The eating plan I am on consists of protein, carbs (good carbs) and a limited amount of fat. I am to absolutely avoid: rice, pasta, bread, chips, potatoes, bananas, melons etc. Basically, all the foods I love. The break down of the meals are as follows:
Breakfast...3-5 oz of protein and a good carb (fruit, veggies, etc)
Snack option
Lunch...same as breakfast
Snack option
Dinner...same as breakfast
Snack option (as needed)
Day 1:
Breakfast: Protein Shake
Snack: Greek Yogurt Plain (80 calories)
Lunch: Salmon and Broccolli/Cauiflower
Snack: 12 grapes
Dinner: Salmon and Broccoli/Cauliflower
Snack (4-6 pork rinds)
Liquid: Water, Flavored Water and Diet 0 Calorie Green Tea
Day 2:
Breakfast: Cottage cheese and 12 grapes
Snack: Greek Yogurt Plain (80 calories)
Lunch: Salmon and Broccoli/Carrots
Snack: Protein Shake
Dinner: Salmon and Broccoli/Carrots
Snack: 6 pork rinds
Day 2 Reflection: An issue that I normally have is becoming bored with the meal plan, but I don't see that being the case this time around. I am really exploring different recipe ideas and food options to ensure that boredom doesn't creep in. Since I will be eating Salmon this first week, I am looking into chicken and steak for week 2. Also, since pizza is my absolute favorite food and I would normally splurge on the weekend; I have found a low-carb healthy alternative that I plan to try.
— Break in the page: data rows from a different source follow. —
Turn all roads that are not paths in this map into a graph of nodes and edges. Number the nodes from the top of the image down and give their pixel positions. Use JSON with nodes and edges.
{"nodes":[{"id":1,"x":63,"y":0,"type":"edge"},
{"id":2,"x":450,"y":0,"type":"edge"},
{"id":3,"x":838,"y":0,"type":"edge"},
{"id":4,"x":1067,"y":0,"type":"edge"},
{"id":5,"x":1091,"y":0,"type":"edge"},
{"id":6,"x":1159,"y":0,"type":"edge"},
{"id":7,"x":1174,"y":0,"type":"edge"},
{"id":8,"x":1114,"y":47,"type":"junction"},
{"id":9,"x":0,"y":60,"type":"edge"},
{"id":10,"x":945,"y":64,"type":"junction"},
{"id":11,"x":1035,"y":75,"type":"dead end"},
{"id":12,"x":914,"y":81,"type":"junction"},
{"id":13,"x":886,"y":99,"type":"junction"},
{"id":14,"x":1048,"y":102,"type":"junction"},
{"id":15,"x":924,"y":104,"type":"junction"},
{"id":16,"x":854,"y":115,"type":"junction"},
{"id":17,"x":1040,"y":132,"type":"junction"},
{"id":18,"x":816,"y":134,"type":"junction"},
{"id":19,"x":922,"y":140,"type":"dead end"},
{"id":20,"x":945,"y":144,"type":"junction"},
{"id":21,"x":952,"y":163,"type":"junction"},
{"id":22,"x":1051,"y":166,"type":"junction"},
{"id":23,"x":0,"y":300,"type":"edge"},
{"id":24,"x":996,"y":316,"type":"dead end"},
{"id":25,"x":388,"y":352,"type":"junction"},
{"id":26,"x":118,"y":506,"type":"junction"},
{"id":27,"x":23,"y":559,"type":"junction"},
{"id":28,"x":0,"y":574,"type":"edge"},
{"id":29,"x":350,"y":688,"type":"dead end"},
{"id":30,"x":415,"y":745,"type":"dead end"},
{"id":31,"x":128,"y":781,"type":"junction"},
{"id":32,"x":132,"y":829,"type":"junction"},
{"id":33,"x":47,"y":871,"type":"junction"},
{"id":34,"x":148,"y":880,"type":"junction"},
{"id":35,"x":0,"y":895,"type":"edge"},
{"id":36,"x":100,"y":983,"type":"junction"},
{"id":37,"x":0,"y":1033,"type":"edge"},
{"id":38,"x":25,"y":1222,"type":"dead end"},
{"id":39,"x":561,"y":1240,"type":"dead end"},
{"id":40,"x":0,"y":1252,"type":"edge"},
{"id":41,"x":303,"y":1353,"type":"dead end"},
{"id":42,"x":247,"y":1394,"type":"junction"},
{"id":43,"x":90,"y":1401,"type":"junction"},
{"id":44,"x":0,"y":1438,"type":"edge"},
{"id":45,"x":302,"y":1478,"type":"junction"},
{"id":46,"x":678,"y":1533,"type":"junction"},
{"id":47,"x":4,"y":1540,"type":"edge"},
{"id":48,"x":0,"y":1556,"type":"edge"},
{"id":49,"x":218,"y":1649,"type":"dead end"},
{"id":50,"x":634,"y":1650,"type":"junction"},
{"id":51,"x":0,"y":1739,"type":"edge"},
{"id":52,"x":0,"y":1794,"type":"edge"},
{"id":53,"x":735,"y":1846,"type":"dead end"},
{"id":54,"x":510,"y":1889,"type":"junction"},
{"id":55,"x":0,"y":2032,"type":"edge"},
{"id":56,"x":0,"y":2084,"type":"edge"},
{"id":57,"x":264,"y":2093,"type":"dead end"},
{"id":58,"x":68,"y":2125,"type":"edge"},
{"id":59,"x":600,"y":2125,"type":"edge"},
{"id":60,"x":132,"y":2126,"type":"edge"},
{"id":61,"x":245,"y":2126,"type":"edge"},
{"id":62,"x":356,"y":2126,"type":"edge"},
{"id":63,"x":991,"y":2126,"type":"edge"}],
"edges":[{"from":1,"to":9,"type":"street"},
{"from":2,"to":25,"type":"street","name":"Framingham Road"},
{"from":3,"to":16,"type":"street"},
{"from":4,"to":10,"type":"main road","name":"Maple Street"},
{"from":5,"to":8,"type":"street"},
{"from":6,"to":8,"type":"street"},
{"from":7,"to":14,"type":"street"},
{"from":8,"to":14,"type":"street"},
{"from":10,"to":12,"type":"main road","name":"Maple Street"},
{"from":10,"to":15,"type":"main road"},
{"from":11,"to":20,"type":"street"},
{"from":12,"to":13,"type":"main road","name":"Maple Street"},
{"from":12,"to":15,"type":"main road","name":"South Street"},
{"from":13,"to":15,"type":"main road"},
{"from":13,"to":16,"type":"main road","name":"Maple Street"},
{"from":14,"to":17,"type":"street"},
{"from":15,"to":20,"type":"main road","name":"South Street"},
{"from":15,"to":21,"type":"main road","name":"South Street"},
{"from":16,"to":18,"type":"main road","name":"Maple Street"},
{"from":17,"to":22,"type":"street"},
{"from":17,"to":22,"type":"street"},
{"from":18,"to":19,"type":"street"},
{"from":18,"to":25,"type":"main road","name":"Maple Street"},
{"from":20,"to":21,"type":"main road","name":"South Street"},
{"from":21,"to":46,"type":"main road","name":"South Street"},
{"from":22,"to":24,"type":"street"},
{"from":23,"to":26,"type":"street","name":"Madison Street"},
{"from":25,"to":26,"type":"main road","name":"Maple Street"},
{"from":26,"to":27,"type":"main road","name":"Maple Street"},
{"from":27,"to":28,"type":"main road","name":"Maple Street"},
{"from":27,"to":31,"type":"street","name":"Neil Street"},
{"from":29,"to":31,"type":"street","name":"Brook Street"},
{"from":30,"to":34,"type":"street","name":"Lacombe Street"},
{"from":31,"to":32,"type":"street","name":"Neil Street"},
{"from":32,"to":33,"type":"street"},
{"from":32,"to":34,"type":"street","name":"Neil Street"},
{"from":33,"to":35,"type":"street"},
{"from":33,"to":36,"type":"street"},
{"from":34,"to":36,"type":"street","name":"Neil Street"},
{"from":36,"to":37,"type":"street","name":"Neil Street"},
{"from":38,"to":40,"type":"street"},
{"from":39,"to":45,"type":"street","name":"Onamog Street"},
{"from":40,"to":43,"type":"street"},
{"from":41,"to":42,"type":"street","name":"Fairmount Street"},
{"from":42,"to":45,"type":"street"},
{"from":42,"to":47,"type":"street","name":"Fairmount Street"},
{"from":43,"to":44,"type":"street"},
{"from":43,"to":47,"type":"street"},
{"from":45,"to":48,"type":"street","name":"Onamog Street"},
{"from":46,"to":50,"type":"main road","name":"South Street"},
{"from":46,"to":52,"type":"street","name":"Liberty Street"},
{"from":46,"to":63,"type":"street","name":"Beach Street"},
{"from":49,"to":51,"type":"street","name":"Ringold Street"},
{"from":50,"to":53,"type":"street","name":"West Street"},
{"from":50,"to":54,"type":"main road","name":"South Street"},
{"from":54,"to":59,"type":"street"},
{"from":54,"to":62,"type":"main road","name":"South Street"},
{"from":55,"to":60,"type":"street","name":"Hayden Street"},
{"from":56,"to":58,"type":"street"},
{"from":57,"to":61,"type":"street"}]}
Cauliflower pizza is the substitute and from what I have seen, it doesn't seem difficult to make.
Day 3:
Breakfast: Protein Shake and Grapes
Snack: Greek Yogurt Plain
Lunch: Salmon and Broccolli/Carrots
Snack: String Cheese
Dinner: Salmon and grapes (ran out of veggies and grapes are on the good carbs list)
Late night Snack: Carrots/String Chees/4-6 pork rinds I was really hungry for some reason
Day 4:
Breakfast: Protein Shake and Grapes
Snack: Greek Yogurt Plain
Snack: 50 calorie jalapeno sting cheese
Lunch:
Dinner: Steak and Veggies
So, moment of transparency. I went out Friday night and I did drink, which is what I planned on doing. My drink of choice was rum and diet coke. My downfall was later in the evening on my way home I stopped by taco bell and had a taco supreme and an order of nachos. Now, this is less than what I would normally eat, but I allowed myself to fall back into my old habits. I knew what I was doing and despite my end goal I decided to eat the wrong thing anyway. A little thing I like to call self-sabotage. I recognized it, acknowledged it and have decided to move forward. I have realized there will be many setbacks during this journey, but I will not allow them to deter me from the goal, which is a healthier me.
Day 5:
Breakfast: Protein Shake
Lunch: Steak
Snack: Grapes
Dinner: 2 chicken wings and a salad
Day 6:
Breakfast: Protein Shake
Lunch: Light protein snacks
Dinner: Protein Breakfast Casserole
Day 7 and beyond is when it gets tricky. I have company in town for the next 7 days and it will be a challenge to stay 100% on track. I do plan to continue to be very active and somewhat strict with my diet, while allowing for slight indulging. Will keep you posted. One last thing, my official weigh in will be Monday, October 24th at the doctor's office.